Each line of the listing that includes the string "lane" needs to be located and copied.
***** Available data *****
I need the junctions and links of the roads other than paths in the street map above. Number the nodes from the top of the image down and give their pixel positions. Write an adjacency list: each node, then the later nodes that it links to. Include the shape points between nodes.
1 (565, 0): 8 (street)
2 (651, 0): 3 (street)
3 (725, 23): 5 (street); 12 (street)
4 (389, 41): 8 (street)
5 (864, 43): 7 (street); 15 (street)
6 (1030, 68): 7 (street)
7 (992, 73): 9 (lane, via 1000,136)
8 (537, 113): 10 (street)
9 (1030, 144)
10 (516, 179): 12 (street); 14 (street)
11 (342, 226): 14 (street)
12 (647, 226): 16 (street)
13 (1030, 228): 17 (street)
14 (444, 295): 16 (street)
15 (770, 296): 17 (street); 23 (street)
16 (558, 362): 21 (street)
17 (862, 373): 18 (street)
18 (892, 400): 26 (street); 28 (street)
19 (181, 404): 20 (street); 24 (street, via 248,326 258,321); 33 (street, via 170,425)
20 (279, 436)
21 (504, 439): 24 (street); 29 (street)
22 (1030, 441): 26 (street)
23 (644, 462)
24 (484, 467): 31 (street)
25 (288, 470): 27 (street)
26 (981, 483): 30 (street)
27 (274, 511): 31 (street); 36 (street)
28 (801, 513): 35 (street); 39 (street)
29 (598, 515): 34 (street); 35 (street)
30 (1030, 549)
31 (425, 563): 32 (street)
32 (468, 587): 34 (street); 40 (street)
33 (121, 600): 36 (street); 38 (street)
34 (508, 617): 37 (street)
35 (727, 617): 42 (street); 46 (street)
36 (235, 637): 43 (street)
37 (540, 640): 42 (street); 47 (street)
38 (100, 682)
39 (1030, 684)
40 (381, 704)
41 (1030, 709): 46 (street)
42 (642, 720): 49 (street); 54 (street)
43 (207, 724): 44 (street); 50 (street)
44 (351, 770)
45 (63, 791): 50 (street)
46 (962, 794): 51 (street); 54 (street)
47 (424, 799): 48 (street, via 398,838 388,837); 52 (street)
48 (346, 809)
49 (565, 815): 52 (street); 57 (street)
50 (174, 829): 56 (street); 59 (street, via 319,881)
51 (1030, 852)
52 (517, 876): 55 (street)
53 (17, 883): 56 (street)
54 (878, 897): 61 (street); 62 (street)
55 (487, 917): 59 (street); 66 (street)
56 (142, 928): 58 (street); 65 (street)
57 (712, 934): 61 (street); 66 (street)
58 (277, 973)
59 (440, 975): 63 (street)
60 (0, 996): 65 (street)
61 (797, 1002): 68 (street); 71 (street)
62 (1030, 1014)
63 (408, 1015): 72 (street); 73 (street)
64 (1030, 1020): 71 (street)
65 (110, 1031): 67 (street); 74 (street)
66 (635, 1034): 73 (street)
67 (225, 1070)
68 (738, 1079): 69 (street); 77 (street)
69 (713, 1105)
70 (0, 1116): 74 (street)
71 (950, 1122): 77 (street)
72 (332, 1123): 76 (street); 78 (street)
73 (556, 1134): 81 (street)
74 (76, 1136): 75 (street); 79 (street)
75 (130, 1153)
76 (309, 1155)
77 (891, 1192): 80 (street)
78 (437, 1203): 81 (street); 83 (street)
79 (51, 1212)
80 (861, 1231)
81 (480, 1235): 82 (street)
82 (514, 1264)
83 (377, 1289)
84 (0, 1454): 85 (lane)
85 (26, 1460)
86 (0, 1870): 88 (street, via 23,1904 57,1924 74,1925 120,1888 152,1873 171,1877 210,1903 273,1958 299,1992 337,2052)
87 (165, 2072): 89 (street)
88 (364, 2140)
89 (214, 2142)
*****
### Reply to the task:
7 (992, 73): 9 (lane, via 1000,136)
84 (0, 1454): 85 (lane)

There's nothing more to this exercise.